--- What this task involves ---
Which lines of the data contain the string "name"? Show each of them.

--- Extracted entries ---
+++

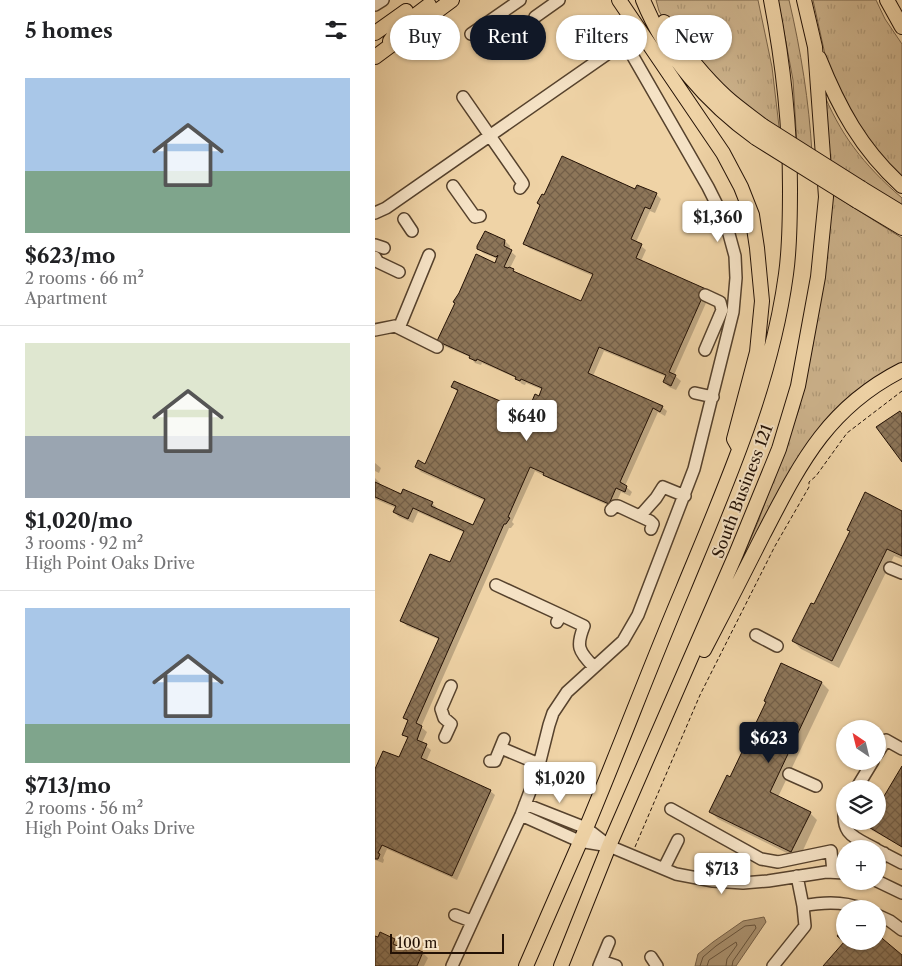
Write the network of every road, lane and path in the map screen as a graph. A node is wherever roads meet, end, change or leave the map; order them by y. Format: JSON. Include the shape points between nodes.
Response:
{"nodes":[{"id":1,"x":383,"y":0,"type":"edge"},
{"id":2,"x":420,"y":0,"type":"edge"},
{"id":3,"x":436,"y":0,"type":"edge"},
{"id":4,"x":452,"y":0,"type":"edge"},
{"id":5,"x":520,"y":0,"type":"edge"},
{"id":6,"x":559,"y":0,"type":"edge"},
{"id":7,"x":619,"y":0,"type":"edge"},
{"id":8,"x":635,"y":0,"type":"edge"},
{"id":9,"x":643,"y":0,"type":"edge"},
{"id":10,"x":653,"y":0,"type":"edge"},
{"id":11,"x":804,"y":0,"type":"edge"},
{"id":12,"x":887,"y":0,"type":"edge"},
{"id":13,"x":771,"y":1,"type":"edge"},
{"id":14,"x":375,"y":5,"type":"edge"},
{"id":15,"x":498,"y":15,"type":"edge"},
{"id":16,"x":538,"y":15,"type":"edge"},
{"id":17,"x":902,"y":27,"type":"edge"},
{"id":18,"x":375,"y":33,"type":"edge"},
{"id":19,"x":815,"y":47,"type":"junction"},
{"id":20,"x":378,"y":54,"type":"edge"},
{"id":21,"x":685,"y":96,"type":"junction"},
{"id":22,"x":463,"y":97,"type":"dead end"},
{"id":23,"x":760,"y":132,"type":"junction"},
{"id":24,"x":490,"y":135,"type":"junction"},
{"id":25,"x":453,"y":186,"type":"dead end"},
{"id":26,"x":902,"y":186,"type":"edge"},
{"id":27,"x":520,"y":188,"type":"dead end"},
{"id":28,"x":859,"y":195,"type":"junction"},
{"id":29,"x":375,"y":213,"type":"edge"},
{"id":30,"x":902,"y":213,"type":"edge"},
{"id":31,"x":480,"y":216,"type":"dead end"},
{"id":32,"x":404,"y":219,"type":"dead end"},
{"id":33,"x":902,"y":228,"type":"edge"},
{"id":34,"x":412,"y":231,"type":"dead end"},
{"id":35,"x":429,"y":255,"type":"dead end"},
{"id":36,"x":375,"y":257,"type":"edge"},
{"id":37,"x":399,"y":272,"type":"dead end"},
{"id":38,"x":705,"y":294,"type":"dead end"},
{"id":39,"x":399,"y":328,"type":"junction"},
{"id":40,"x":375,"y":330,"type":"edge"},
{"id":41,"x":437,"y":347,"type":"dead end"},
{"id":42,"x":705,"y":350,"type":"dead end"},
{"id":43,"x":902,"y":370,"type":"edge"},
{"id":44,"x":902,"y":391,"type":"edge"},
{"id":45,"x":695,"y":393,"type":"dead end"},
{"id":46,"x":713,"y":397,"type":"junction"},
{"id":47,"x":739,"y":449,"type":"junction"},
{"id":48,"x":685,"y":496,"type":"junction"},
{"id":49,"x":611,"y":510,"type":"dead end"},
{"id":50,"x":640,"y":516,"type":"junction"},
{"id":51,"x":651,"y":529,"type":"dead end"},
{"id":52,"x":891,"y":568,"type":"dead end"},
{"id":53,"x":902,"y":573,"type":"edge"},
{"id":54,"x":497,"y":585,"type":"dead end"},
{"id":55,"x":756,"y":635,"type":"dead end"},
{"id":56,"x":777,"y":646,"type":"dead end"},
{"id":57,"x":594,"y":667,"type":"junction"},
{"id":58,"x":451,"y":686,"type":"dead end"},
{"id":59,"x":445,"y":737,"type":"dead end"},
{"id":60,"x":886,"y":740,"type":"edge"},
{"id":61,"x":655,"y":743,"type":"junction"},
{"id":62,"x":902,"y":749,"type":"edge"},
{"id":63,"x":489,"y":762,"type":"dead end"},
{"id":64,"x":539,"y":764,"type":"junction"},
{"id":65,"x":789,"y":774,"type":"dead end"},
{"id":66,"x":816,"y":786,"type":"dead end"},
{"id":67,"x":523,"y":810,"type":"junction"},
{"id":68,"x":671,"y":810,"type":"dead end"},
{"id":69,"x":586,"y":828,"type":"junction"},
{"id":70,"x":847,"y":830,"type":"edge"},
{"id":71,"x":678,"y":840,"type":"dead end"},
{"id":72,"x":860,"y":840,"type":"edge"},
{"id":73,"x":579,"y":841,"type":"junction"},
{"id":74,"x":609,"y":846,"type":"junction"},
{"id":75,"x":631,"y":854,"type":"junction"},
{"id":76,"x":886,"y":854,"type":"edge"},
{"id":77,"x":902,"y":863,"type":"edge"},
{"id":78,"x":836,"y":864,"type":"edge"},
{"id":79,"x":664,"y":868,"type":"junction"},
{"id":80,"x":836,"y":872,"type":"edge"},
{"id":81,"x":797,"y":876,"type":"junction"},
{"id":82,"x":886,"y":886,"type":"edge"},
{"id":83,"x":902,"y":894,"type":"edge"},
{"id":84,"x":836,"y":903,"type":"edge"},
{"id":85,"x":803,"y":906,"type":"junction"},
{"id":86,"x":455,"y":915,"type":"dead end"},
{"id":87,"x":886,"y":919,"type":"edge"},
{"id":88,"x":471,"y":921,"type":"junction"},
{"id":89,"x":902,"y":930,"type":"edge"},
{"id":90,"x":609,"y":942,"type":"dead end"},
{"id":91,"x":600,"y":963,"type":"edge"},
{"id":92,"x":452,"y":966,"type":"edge"},
{"id":93,"x":526,"y":966,"type":"edge"},
{"id":94,"x":561,"y":966,"type":"edge"},
{"id":95,"x":616,"y":966,"type":"edge"},
{"id":96,"x":773,"y":966,"type":"edge"}],
"edges":[{"from":1,"to":14,"type":"street"},
{"from":2,"to":18,"type":"main road"},
{"from":3,"to":20,"type":"main road","via":[[400,26]]},
{"from":4,"to":20,"type":"main road"},
{"from":5,"to":15,"type":"street"},
{"from":6,"to":16,"type":"street"},
{"from":7,"to":21,"type":"main road"},
{"from":8,"to":21,"type":"main road","via":[[656,46],[683,84]]},
{"from":9,"to":23,"type":"main road","via":[[649,16],[676,58],[701,90],[719,109]]},
{"from":10,"to":23,"type":"main road","via":[[657,13],[683,51]]},
{"from":11,"to":19,"type":"main road","name":"South Business 121"},
{"from":12,"to":17,"type":"main road"},
{"from":13,"to":47,"type":"main road","name":"South Business 121","via":[[790,138],[790,217],[778,319],[766,371]]},
{"from":19,"to":26,"type":"main road","via":[[853,131]]},
{"from":19,"to":61,"type":"main road","name":"South Business 121","via":[[826,197],[818,277],[798,386],[779,449]]},
{"from":21,"to":47,"type":"main road","via":[[723,152],[741,187],[751,215],[757,248],[761,301],[757,352],[734,439]]},
{"from":22,"to":24,"type":"street"},
{"from":23,"to":28,"type":"main road","bridge":true},
{"from":24,"to":27,"type":"street","via":[[522,182]]},
{"from":24,"to":29,"type":"street"},
{"from":24,"to":46,"type":"street","via":[[610,52],[619,48],[631,53],[716,201],[730,234],[735,264],[735,298]]},
{"from":25,"to":31,"type":"street","via":[[475,218]]},
{"from":28,"to":30,"type":"main road"},
{"from":28,"to":33,"type":"main road"},
{"from":32,"to":34,"type":"street"},
{"from":35,"to":39,"type":"street"},
{"from":36,"to":37,"type":"street","via":[[378,262]]},
{"from":38,"to":42,"type":"street","via":[[720,302],[722,310]]},
{"from":39,"to":40,"type":"street","via":[[393,325]]},
{"from":39,"to":41,"type":"street"},
{"from":43,"to":61,"type":"main road","via":[[848,406],[813,445],[784,494],[661,737]]},
{"from":44,"to":75,"type":"path","via":[[847,432],[809,482],[700,695]]},
{"from":45,"to":46,"type":"street"},
{"from":46,"to":48,"type":"street"},
{"from":47,"to":69,"type":"main road","name":"South Business 121"},
{"from":48,"to":50,"type":"street","via":[[663,488]]},
{"from":48,"to":57,"type":"street","via":[[633,625],[623,641]]},
{"from":49,"to":50,"type":"street","via":[[618,506]]},
{"from":50,"to":51,"type":"street","via":[[652,522]]},
{"from":52,"to":53,"type":"street"},
{"from":54,"to":57,"type":"street","via":[[559,618],[584,626],[579,648]]},
{"from":55,"to":56,"type":"street"},
{"from":57,"to":64,"type":"street","via":[[559,702]]},
{"from":58,"to":59,"type":"street","via":[[441,709],[451,724]]},
{"from":60,"to":62,"type":"street"},
{"from":61,"to":74,"type":"main road","name":"South Business 121"},
{"from":63,"to":64,"type":"street","via":[[495,761],[503,744]]},
{"from":64,"to":67,"type":"street"},
{"from":65,"to":66,"type":"street"},
{"from":67,"to":69,"type":"street"},
{"from":67,"to":73,"type":"street"},
{"from":67,"to":88,"type":"street"},
{"from":68,"to":78,"type":"street","via":[[761,859],[778,862],[831,851]]},
{"from":69,"to":73,"type":"main road","name":"South Business 121"},
{"from":69,"to":74,"type":"street"},
{"from":70,"to":72,"type":"street"},
{"from":71,"to":79,"type":"street"},
{"from":73,"to":74,"type":"street"},
{"from":73,"to":93,"type":"main road","name":"South Business 121"},
{"from":74,"to":75,"type":"street"},
{"from":74,"to":94,"type":"main road","name":"South Business 121"},
{"from":75,"to":79,"type":"street"},
{"from":76,"to":77,"type":"street"},
{"from":79,"to":81,"type":"street","via":[[676,874],[743,883]]},
{"from":80,"to":81,"type":"street"},
{"from":81,"to":85,"type":"street"},
{"from":82,"to":83,"type":"street"},
{"from":84,"to":85,"type":"street"},
{"from":85,"to":96,"type":"street","via":[[805,926]]},
{"from":86,"to":88,"type":"street"},
{"from":87,"to":89,"type":"street"},
{"from":88,"to":92,"type":"street"},
{"from":90,"to":91,"type":"street"},
{"from":91,"to":95,"type":"street"}]}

+++

--- Output below ---
{"from":11,"to":19,"type":"main road","name":"South Business 121"},
{"from":13,"to":47,"type":"main road","name":"South Business 121","via":[[790,138],[790,217],[778,319],[766,371]]},
{"from":19,"to":61,"type":"main road","name":"South Business 121","via":[[826,197],[818,277],[798,386],[779,449]]},
{"from":47,"to":69,"type":"main road","name":"South Business 121"},
{"from":61,"to":74,"type":"main road","name":"South Business 121"},
{"from":69,"to":73,"type":"main road","name":"South Business 121"},
{"from":73,"to":93,"type":"main road","name":"South Business 121"},
{"from":74,"to":94,"type":"main road","name":"South Business 121"},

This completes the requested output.